- WHAT YOU HAVE TO DO
Starting from the first line below, count every line holding the word "ملاهادی", then state the total alone.

++++++++++

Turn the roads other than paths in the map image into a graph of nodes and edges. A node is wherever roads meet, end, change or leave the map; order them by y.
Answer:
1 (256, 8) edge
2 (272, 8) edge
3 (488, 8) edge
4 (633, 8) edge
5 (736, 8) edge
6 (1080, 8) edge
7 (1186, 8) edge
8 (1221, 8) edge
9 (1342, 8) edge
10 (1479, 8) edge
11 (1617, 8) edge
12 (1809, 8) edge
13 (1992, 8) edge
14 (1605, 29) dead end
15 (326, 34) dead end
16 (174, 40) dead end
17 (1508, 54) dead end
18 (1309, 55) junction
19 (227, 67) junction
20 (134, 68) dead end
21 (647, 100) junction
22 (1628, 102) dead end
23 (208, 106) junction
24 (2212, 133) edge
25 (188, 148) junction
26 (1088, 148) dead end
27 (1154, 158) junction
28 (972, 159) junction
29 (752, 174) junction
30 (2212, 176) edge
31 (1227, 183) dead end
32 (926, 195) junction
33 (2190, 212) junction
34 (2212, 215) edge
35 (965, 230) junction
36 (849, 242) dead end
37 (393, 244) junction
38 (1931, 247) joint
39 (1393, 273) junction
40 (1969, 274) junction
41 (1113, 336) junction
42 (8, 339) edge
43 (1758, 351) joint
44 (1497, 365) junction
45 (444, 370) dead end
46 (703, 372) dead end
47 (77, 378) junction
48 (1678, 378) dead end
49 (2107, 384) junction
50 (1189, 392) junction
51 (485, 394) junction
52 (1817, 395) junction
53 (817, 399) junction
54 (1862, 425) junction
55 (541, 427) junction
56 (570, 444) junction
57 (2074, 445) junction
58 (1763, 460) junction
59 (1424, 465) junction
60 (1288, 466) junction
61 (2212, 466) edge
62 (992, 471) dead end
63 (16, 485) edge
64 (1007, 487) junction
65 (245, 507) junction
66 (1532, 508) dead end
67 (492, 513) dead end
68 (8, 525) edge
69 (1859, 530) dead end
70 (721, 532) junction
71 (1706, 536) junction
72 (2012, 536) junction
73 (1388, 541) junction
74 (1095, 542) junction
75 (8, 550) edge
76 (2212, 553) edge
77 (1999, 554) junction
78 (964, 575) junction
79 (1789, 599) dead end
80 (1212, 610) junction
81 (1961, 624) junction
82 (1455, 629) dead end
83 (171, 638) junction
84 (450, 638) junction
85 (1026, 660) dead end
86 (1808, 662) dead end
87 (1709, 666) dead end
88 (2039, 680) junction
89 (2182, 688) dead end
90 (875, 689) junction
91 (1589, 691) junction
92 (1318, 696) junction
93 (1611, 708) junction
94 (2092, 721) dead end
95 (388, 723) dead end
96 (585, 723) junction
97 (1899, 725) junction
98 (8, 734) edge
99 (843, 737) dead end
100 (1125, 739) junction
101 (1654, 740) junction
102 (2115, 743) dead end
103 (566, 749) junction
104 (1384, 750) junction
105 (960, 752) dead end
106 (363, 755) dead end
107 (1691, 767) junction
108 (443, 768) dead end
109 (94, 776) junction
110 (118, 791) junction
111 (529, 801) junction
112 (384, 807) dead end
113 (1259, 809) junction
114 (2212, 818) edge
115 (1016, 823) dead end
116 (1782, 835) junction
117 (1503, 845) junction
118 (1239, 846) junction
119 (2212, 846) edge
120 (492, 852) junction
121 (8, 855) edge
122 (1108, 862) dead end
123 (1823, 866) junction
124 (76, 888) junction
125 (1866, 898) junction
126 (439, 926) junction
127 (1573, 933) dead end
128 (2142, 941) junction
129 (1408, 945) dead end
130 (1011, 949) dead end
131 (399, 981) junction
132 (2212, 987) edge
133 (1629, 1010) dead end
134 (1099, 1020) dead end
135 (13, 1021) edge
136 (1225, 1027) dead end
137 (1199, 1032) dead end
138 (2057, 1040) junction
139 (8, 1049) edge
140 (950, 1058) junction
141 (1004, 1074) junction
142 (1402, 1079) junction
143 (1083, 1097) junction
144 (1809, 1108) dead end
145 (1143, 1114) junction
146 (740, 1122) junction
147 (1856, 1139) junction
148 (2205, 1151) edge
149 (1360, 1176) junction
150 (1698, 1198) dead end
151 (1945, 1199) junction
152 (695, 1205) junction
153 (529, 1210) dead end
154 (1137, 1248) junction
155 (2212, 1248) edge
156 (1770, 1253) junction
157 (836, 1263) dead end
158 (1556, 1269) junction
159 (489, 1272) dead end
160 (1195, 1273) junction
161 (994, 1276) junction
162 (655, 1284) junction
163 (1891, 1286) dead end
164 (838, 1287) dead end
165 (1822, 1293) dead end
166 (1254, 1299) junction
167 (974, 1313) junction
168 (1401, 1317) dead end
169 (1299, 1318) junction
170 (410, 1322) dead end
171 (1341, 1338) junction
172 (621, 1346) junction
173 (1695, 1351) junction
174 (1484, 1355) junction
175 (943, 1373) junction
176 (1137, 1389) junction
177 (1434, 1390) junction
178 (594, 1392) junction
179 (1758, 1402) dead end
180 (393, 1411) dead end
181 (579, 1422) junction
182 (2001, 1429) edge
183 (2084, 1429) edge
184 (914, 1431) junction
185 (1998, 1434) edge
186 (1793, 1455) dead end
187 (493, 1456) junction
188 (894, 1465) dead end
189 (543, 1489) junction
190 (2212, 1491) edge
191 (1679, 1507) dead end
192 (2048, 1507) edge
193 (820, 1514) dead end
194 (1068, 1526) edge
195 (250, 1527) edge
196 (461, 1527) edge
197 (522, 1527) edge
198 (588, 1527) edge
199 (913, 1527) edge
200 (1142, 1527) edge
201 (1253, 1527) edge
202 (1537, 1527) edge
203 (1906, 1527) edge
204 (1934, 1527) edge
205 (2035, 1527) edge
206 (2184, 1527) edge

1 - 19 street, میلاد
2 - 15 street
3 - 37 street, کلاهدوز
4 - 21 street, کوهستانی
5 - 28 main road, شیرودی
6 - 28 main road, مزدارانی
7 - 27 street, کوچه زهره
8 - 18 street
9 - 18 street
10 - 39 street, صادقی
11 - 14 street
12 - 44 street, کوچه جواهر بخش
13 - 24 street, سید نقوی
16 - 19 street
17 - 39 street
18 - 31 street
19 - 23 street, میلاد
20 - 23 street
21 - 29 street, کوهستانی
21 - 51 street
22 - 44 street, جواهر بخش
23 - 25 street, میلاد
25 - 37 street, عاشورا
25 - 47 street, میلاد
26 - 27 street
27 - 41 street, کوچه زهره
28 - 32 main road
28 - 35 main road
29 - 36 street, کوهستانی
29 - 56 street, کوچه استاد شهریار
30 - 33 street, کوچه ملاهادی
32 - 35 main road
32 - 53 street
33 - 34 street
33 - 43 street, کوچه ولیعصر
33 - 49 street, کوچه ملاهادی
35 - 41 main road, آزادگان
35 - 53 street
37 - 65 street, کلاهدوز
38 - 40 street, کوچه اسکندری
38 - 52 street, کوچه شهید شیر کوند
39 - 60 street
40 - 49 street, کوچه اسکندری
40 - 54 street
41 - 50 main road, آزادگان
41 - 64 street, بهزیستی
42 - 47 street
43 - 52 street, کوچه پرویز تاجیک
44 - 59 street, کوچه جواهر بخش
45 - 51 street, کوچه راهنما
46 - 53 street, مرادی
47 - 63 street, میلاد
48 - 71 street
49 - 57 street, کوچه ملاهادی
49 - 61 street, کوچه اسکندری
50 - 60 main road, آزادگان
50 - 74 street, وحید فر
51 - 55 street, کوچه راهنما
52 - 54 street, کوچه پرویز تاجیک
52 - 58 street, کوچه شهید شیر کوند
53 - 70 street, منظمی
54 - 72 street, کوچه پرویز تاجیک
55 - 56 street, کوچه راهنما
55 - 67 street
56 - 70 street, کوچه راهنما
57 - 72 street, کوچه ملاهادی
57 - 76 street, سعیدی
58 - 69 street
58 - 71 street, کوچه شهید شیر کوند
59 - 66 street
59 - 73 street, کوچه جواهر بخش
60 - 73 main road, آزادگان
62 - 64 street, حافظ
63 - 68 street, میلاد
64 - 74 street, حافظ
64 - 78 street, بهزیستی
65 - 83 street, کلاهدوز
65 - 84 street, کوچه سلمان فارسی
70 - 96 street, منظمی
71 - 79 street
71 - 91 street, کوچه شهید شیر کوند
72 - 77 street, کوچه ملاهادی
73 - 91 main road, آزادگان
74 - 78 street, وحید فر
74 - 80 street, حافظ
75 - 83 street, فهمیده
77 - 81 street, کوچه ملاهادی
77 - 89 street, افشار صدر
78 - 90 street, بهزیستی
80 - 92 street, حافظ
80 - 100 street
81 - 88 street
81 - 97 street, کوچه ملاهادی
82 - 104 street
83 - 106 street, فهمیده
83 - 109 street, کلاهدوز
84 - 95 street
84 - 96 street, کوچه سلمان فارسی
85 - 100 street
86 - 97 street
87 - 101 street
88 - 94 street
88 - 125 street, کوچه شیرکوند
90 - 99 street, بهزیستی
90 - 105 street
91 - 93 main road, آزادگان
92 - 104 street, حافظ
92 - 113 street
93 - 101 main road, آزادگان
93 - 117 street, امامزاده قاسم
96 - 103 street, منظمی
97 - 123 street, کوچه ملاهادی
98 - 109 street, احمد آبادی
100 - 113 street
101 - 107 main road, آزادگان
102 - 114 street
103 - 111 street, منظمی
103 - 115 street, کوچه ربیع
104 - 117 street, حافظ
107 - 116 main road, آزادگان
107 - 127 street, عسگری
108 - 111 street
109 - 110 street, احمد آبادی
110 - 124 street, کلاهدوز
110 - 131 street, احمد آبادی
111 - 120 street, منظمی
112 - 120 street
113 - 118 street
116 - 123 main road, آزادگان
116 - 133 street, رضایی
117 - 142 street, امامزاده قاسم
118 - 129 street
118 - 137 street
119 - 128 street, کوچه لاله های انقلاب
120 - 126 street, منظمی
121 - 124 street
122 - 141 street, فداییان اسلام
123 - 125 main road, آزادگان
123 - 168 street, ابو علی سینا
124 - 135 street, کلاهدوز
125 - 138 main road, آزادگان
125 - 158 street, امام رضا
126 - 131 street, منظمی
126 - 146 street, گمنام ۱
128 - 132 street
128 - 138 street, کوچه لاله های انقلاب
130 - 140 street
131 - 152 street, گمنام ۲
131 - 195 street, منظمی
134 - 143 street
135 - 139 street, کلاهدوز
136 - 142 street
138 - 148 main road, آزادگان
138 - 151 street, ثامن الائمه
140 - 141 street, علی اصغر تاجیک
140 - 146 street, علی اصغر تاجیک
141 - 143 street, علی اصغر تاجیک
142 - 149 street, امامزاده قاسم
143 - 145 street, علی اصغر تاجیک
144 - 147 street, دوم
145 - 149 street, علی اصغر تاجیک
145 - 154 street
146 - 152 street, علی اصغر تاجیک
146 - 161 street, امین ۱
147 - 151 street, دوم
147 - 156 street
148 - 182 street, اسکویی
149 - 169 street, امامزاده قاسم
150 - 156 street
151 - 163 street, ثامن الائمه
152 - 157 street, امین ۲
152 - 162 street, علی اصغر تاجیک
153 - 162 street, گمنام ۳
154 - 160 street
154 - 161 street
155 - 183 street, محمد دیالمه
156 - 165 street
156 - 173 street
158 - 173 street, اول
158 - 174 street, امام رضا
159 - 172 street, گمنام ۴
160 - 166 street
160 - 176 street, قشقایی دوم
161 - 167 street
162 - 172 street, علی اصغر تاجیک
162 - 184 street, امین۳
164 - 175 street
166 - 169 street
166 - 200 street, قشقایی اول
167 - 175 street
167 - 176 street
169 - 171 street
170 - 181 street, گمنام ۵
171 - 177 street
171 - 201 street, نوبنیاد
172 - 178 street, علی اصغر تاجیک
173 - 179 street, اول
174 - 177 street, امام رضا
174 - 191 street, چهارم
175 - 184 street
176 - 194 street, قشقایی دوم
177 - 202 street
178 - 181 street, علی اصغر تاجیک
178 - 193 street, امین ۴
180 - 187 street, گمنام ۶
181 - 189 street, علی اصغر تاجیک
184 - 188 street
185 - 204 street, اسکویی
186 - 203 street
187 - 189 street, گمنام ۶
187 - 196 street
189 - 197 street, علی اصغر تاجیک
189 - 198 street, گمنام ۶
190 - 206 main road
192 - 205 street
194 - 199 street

++++++++++

- SOLUTION
8